Citation : 2017 Latest Caselaw 7351 Del
Judgement Date : 20 December, 2017
$~23
* IN THE HIGH COURT OF DELHI AT NEW DELHI
+ O.M.P. (COMM) 457/2017
Date of decision: 20th December, 2017
UNION OF INDIA ..... Petitioner
Through Mr.Vivek Kohli, Ms.Prerna
Kohli, Ms.Neha Rajpal and
Ms.Pankhuri, Advs.
versus
HINDUSTAN OIL EXPLORATION COMPANY LIMITED
..... Respondent
Through Mr.Tejas Karia, Ms,Ila Kapoor,
Ms.Ananya Aggarwal and
Ms.Ritika Sinha, Advs.
CORAM:
HON'BLE MR. JUSTICE NAVIN CHAWLA
NAVIN CHAWLA, J. (Oral)
CAV.1101/2017
As learned counsel for the respondent has appeared on advance notice, the caveat stands discharged.
IA No.15327/2017 (Exemption)
Allowed, subject to all just exceptions
OMP(COMM) 457/2017 Page 1 O.M.P. (COMM) 457/2017
1. This is a petition under Section 34 of the Arbitration and Conciliation Act, 1996 (hereinafter referred to as the 'Act') challenging the Arbitral Award dated 21.08.2017 to the limited extent whereby it is held that the demand by Ministry of Petroleum and Natural Gases (hereinafter referred to as the 'petitioner') for liquidated damages of USD 893,791 vide its letter dated 10.09.2012 was not in accordance with the Clause A.1.(b) of New Extension Policy-2006 and directing the petitioner to refund Rs.4,48,67,345.27 i.e USD842,619 to the respondent along with interest @ 12% p.a. from 15.02.2013 till the date of the Award and future interest @ 12% from the date of the Award till the date of payment.

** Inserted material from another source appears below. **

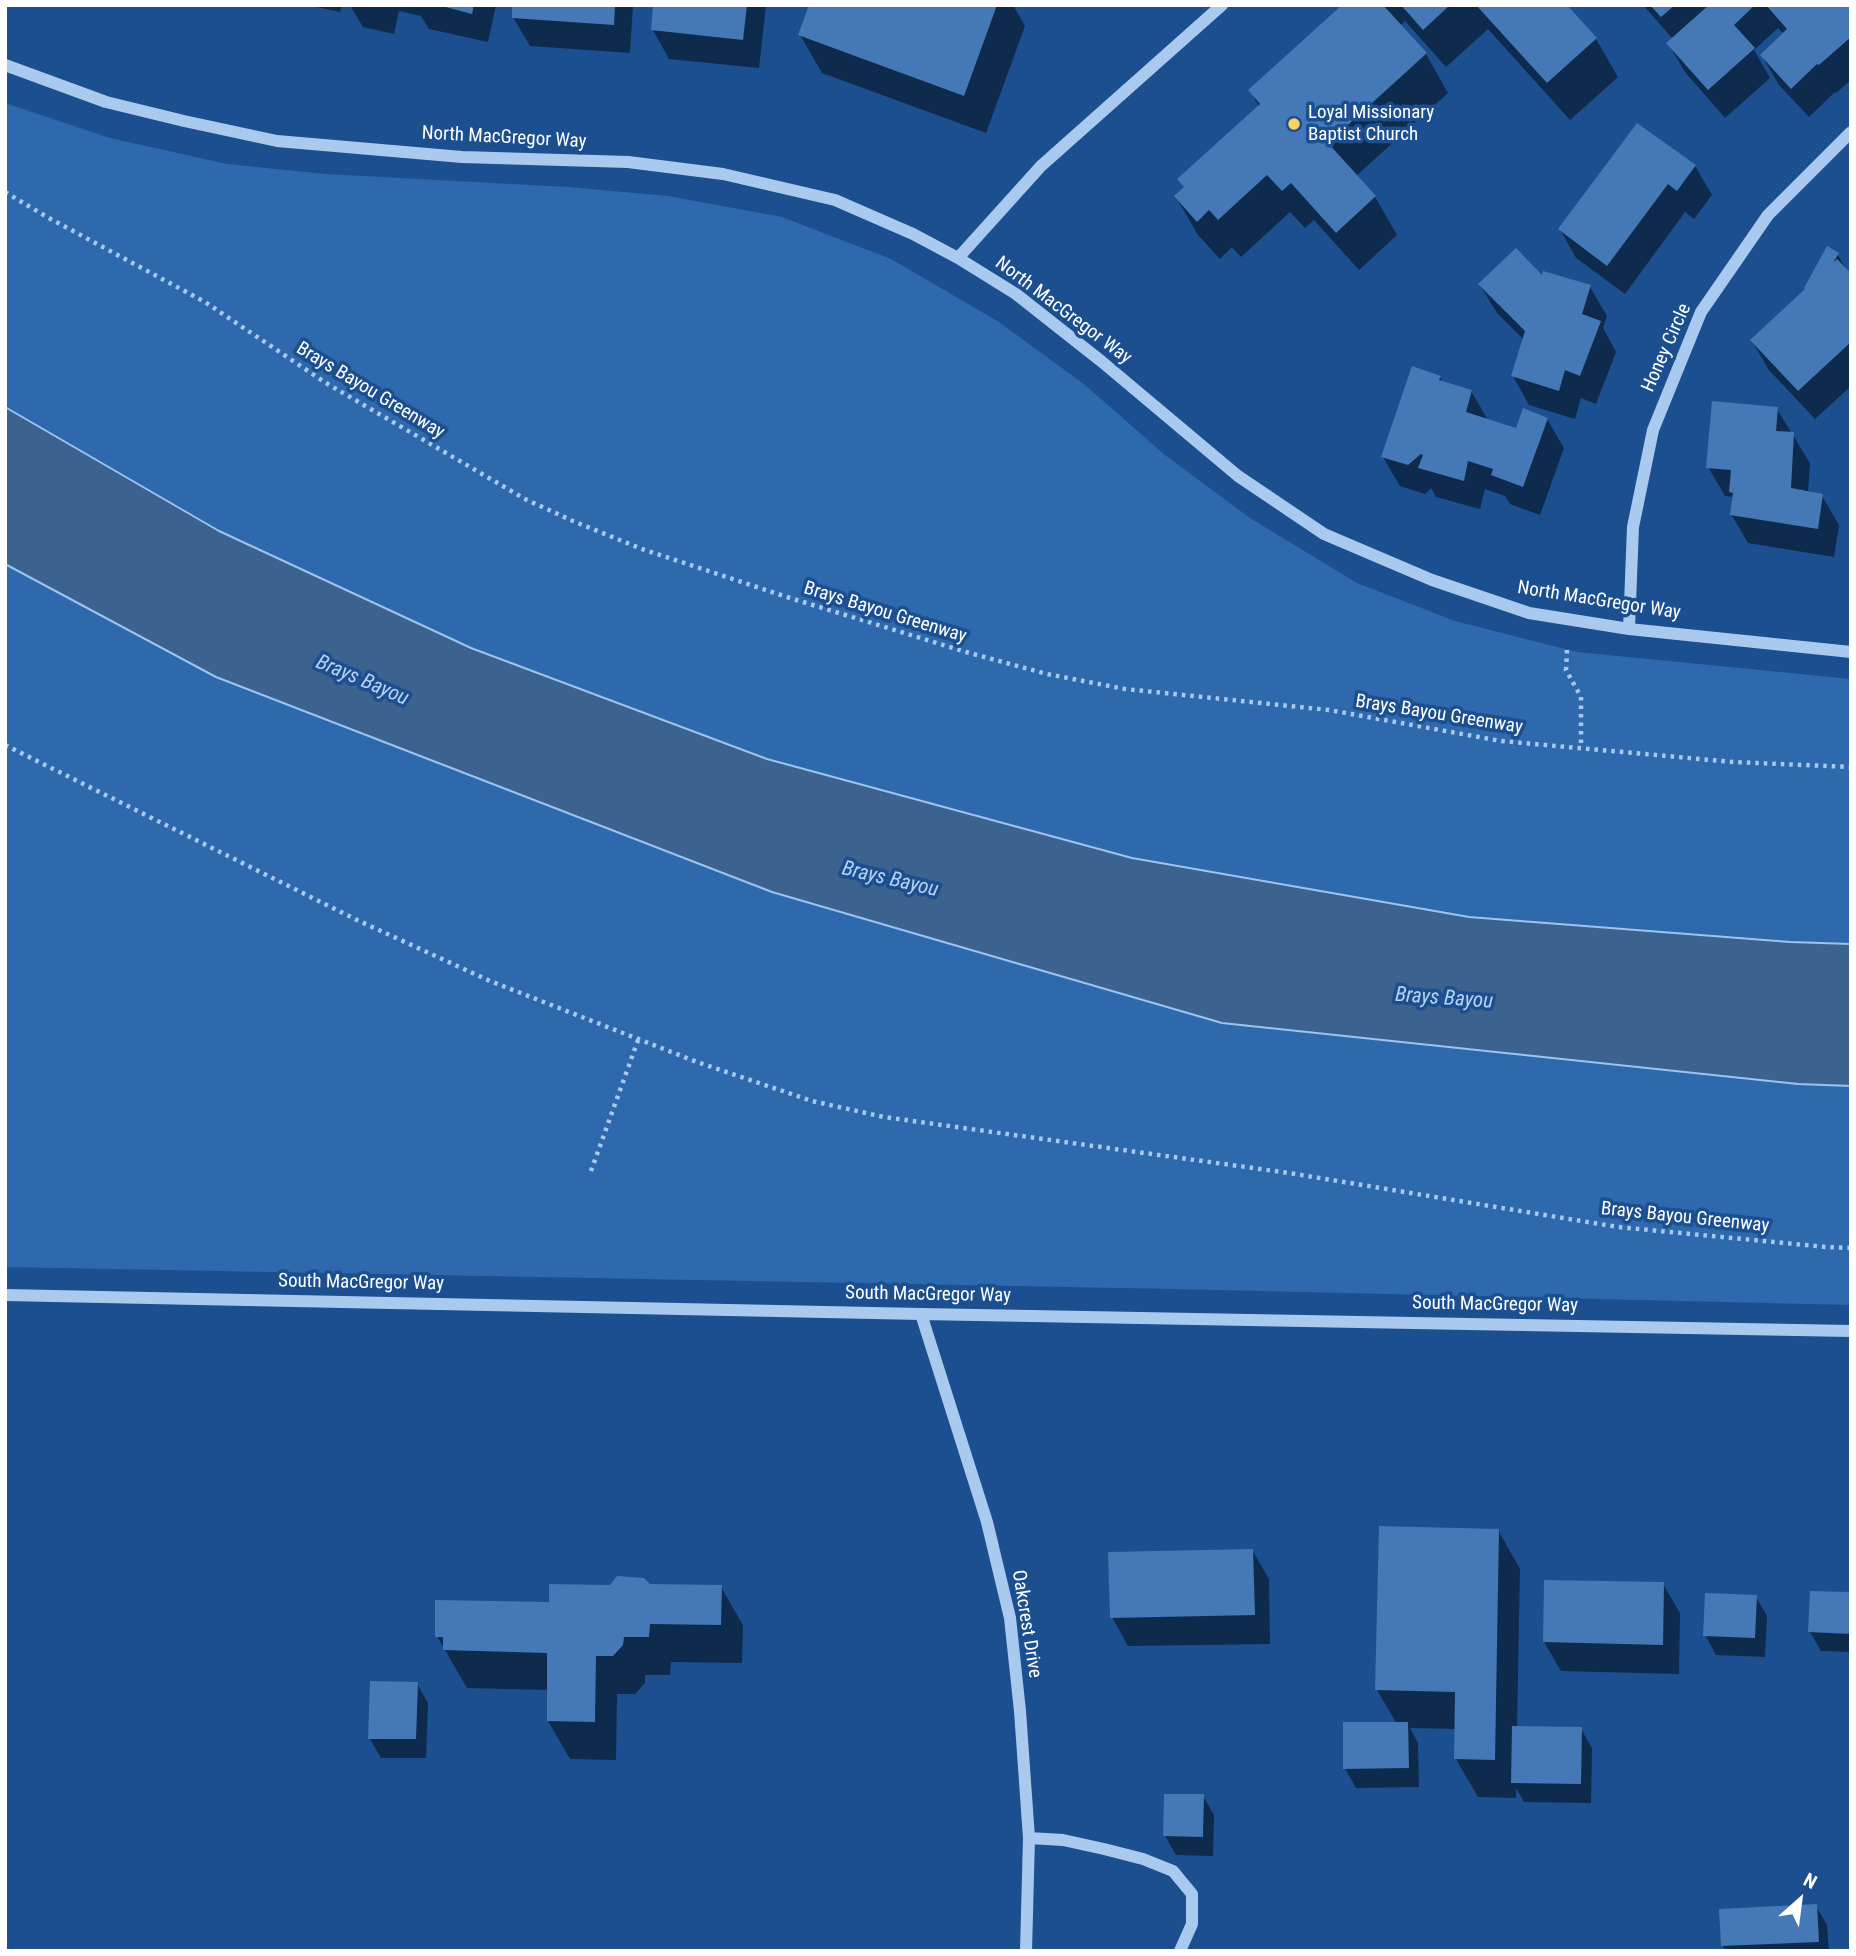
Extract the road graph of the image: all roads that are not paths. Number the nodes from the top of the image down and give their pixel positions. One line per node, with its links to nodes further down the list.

2. The dispute between the parties arises out of the grant of Product Sharing Contract (hereinafter referred to as "PSC") to the respondent on 08.01.2001. The licence was valid for a period of seven years from 16.03.2001, the "Effective Date". The Exploration Period consisted of three Exploration Phases, each phase not exceeding three years for a period not exceeding seven consecutive contract years, unless extended pursuant to the terms of the contract. The first exploration phase was not to exceed three consecutive contract years and the second and third phase could not exceed two consecutive contract years from the end of the earlier Exploration Phase. The Minimum Work Programme (MWP) was required to be completed during each Exploration Phase, as specified in the Production Sharing Contract (PSC).
OMP(COMM) 457/2017 Page 2
3. The respondent completed the MWP for the first Exploration Phase by 15.03.2004. The second Exploration Phase commenced on 16.03.2004 and its term was to expire on 15.03.2006. The respondent sought extension of time for completion of the said Exploration Phase under Article 3.6 of the PSC. The petitioner, in terms of the PSC, approved the said proposal for grant of six months period in Phase II commencing from 16.03.2006 to 15.09.2006 to complete the MWP.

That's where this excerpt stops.